Wenn man die Angriffe beider Seiten betrachtet, lässt sich ein Muster erkennen: Die Volkswehren der Republiken schießen in der Regel auf Stellungen des ukrainischen Militärs und vor allem der Freiwilligenbataillone. Kiews Truppen nehmen dagegen zivile Objekte ins Visier. So wurden Anfang dieser Woche etliche Wohnhäuser in der Stadt Gorlowka durch Artilleriefeuer zerstört; mehrere Bewohner kamen ums Leben. Auch die Wasseraufbereitungsstelle des örtlichen Wasserwerks wurde durch gezielten Beschuss zerstört. Wie die Behörden in Gorlowka mitteilten, wurde die Anlage bereits zum zehnten Mal Ziel eines ukrainischen Angriffs. ...

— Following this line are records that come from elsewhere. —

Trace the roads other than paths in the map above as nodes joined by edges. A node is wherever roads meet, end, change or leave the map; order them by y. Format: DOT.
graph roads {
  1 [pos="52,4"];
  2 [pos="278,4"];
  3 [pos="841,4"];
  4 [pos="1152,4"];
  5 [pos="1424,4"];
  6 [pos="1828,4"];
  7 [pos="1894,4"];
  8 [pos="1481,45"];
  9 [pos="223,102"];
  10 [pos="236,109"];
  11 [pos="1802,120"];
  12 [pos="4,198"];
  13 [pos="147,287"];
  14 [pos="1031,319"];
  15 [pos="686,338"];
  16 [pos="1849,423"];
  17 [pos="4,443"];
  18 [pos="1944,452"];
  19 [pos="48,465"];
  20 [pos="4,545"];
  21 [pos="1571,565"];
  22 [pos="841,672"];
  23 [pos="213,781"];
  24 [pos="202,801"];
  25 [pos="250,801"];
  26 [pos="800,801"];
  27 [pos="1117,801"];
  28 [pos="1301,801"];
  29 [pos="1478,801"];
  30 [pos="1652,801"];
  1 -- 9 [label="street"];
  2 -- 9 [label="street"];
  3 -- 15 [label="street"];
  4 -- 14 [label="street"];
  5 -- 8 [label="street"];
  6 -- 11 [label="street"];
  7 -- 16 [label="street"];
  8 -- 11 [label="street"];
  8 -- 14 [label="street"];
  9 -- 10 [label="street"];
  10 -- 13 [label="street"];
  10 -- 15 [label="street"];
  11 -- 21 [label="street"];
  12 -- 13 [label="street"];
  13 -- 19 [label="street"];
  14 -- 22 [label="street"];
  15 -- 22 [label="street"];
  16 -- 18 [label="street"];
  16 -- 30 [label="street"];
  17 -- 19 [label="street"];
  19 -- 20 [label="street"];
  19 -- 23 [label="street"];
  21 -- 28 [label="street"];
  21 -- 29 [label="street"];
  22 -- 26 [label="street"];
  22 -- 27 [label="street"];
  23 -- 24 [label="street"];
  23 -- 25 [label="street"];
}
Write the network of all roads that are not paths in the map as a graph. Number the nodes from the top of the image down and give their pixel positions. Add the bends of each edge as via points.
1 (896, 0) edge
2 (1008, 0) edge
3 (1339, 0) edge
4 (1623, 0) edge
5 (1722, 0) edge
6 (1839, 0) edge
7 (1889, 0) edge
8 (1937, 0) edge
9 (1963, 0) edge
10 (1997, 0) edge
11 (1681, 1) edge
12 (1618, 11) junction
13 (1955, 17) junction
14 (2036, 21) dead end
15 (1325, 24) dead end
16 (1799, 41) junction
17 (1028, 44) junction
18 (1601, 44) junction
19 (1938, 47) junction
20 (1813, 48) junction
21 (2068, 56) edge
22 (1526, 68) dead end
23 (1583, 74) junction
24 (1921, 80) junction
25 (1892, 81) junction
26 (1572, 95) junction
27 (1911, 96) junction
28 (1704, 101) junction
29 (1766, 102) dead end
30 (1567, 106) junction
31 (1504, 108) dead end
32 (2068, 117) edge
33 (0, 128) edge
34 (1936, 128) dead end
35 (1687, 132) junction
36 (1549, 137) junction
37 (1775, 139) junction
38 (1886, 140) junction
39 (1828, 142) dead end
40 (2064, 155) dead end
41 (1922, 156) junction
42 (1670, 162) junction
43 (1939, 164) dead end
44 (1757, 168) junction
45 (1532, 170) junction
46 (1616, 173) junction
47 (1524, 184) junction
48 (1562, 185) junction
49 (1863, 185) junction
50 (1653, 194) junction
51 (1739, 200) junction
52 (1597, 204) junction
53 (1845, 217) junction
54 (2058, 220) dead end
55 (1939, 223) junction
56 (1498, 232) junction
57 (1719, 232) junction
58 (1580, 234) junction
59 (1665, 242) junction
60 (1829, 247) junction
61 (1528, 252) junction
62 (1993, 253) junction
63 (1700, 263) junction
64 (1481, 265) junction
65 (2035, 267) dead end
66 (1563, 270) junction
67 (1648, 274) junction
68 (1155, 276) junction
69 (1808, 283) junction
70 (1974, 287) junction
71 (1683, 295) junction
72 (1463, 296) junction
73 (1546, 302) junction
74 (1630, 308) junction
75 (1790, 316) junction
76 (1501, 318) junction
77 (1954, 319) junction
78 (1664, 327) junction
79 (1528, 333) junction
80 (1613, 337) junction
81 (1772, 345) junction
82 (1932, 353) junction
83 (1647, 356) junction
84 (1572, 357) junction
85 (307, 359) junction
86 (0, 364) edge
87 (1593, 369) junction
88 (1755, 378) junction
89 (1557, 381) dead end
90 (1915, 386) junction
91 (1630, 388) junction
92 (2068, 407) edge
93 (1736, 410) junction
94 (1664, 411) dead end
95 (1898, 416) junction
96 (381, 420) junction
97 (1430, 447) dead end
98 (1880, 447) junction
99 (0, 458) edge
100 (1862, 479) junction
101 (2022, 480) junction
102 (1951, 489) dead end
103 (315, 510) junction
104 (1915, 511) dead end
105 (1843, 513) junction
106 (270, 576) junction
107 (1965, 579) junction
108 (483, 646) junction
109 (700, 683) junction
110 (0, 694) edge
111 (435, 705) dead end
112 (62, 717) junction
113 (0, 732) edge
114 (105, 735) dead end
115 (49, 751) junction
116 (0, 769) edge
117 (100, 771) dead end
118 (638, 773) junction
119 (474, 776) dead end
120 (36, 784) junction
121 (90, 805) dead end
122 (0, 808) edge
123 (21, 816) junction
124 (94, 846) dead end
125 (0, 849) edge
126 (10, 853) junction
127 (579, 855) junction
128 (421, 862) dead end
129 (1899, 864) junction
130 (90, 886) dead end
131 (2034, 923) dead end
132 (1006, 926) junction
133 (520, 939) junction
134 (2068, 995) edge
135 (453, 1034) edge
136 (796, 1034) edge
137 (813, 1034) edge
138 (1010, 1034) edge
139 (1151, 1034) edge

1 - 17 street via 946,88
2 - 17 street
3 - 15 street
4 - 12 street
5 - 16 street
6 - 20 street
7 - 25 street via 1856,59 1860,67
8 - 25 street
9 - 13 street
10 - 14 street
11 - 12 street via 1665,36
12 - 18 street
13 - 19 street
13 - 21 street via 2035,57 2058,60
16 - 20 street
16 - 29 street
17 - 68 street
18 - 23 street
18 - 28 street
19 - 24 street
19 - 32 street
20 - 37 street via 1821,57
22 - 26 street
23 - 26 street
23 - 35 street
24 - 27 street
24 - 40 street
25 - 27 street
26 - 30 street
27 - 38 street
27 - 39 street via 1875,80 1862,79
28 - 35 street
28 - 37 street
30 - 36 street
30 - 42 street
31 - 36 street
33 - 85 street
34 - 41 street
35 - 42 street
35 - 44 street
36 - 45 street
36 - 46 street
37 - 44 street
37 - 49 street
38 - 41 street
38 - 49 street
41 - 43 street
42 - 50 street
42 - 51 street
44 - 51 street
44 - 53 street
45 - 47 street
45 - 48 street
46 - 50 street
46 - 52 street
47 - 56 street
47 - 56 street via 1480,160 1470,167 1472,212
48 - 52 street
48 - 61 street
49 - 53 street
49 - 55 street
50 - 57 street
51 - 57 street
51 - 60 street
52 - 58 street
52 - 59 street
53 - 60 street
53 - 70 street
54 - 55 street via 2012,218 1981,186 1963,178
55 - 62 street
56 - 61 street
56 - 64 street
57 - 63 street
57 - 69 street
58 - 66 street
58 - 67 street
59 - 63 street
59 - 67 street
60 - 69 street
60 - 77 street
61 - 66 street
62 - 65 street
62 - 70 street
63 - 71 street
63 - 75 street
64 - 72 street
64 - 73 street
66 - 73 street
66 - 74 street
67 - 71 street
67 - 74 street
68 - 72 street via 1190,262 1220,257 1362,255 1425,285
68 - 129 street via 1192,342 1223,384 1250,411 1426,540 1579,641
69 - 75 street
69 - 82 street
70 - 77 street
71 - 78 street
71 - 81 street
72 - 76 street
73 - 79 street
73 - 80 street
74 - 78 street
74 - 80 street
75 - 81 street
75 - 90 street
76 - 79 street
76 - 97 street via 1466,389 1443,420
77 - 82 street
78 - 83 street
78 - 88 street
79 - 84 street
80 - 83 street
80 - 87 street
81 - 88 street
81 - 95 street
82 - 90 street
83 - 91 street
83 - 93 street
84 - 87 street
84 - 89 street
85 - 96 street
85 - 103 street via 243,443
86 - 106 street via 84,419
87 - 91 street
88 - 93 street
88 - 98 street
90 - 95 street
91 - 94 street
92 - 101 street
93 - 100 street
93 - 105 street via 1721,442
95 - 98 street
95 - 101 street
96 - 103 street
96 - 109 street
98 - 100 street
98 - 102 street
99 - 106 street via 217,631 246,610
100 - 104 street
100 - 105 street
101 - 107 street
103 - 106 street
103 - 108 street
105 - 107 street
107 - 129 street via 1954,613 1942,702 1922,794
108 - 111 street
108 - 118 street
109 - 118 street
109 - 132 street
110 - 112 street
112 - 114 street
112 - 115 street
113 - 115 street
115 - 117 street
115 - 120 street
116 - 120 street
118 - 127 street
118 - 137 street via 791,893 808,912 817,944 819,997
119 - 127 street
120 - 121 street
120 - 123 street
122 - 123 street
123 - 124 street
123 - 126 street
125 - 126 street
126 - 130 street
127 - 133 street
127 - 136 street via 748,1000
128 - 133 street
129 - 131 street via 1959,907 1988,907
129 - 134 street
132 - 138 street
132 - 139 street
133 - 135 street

Kämpfer des Faschistenbataillons »Aidar« haben derweil fernab der Front im Dorf Melioratywne im Bezirk Dnipropetrowsk versucht, das örtliche Lenindenkmal abzureißen. Als ihnen die Bevölkerung entgegentrat und sie aufforderte, den Ort zu verlassen, schlugen die Soldaten mit Gewehrkolben auf die Einwohner ein. Ein Panzerkommandant drohte, die Protestierenden zu überrollen, wenn sie nicht nach Hause gingen. Anschließend plünderte die Truppe einen Alkoholladen. Im Internet veröffentlichte Videos zeigen, dass die Anwohner unbewaffnet waren. ...
Unterdessen hat Igor Plotnizkij, Chef der Volksrepublik Lugansk, Russland aufgefordert, der Bevölkerung seiner Region russische Pässe auszustellen. Er begründete dies mit der ukrainischen Blockade der Republiken, die den Bewohnern das Leben in wachsendem Maße erschwere. Offizielle Reaktionen aus Russland gab es nicht, was ukrainische Parlamentsabgeordnete nicht hinderte, von einer »schleichenden Annexion« des Donbass’ durch Russland zu sprechen. Eine Vergabe russischer Pässe wäre zwar für die betroffene Bevölkerung zweifellos vorteilhaft, für Russland jedoch ein riskantes Manöver. ..." (junge Welt, 30.7.15)

• Berichte über Gräueltaten der Freikorps
"Elektroschocks, Vergewaltigungen, Verstümmelungen: In Kiew sitzen Kämpfer von Freiwilligen-Bataillonen im Gefängnis. Sie sollen von Russland unterstützte Separatisten misshandelt haben. Einer ihrer Anführer wurde vor Kurzem noch als Held gefeiert.
In einem Kiewer Gefängnis wartet ein Mann auf seinen Prozess, der eine rasante Karriere hinter sich hat: vom Verbrecher zum Helden und wieder zurück. Ruslan Onischenko war Kommandeur einer ukrainischen Freiwilligen-Einheit. Sie nannte sich "Tornado" und war rund 150 Mann stark. Die Truppe war in der Ostukraine im Einsatz und hatte sich öffentlich dem Kampf gegen die prorussischen Separatisten verschrieben.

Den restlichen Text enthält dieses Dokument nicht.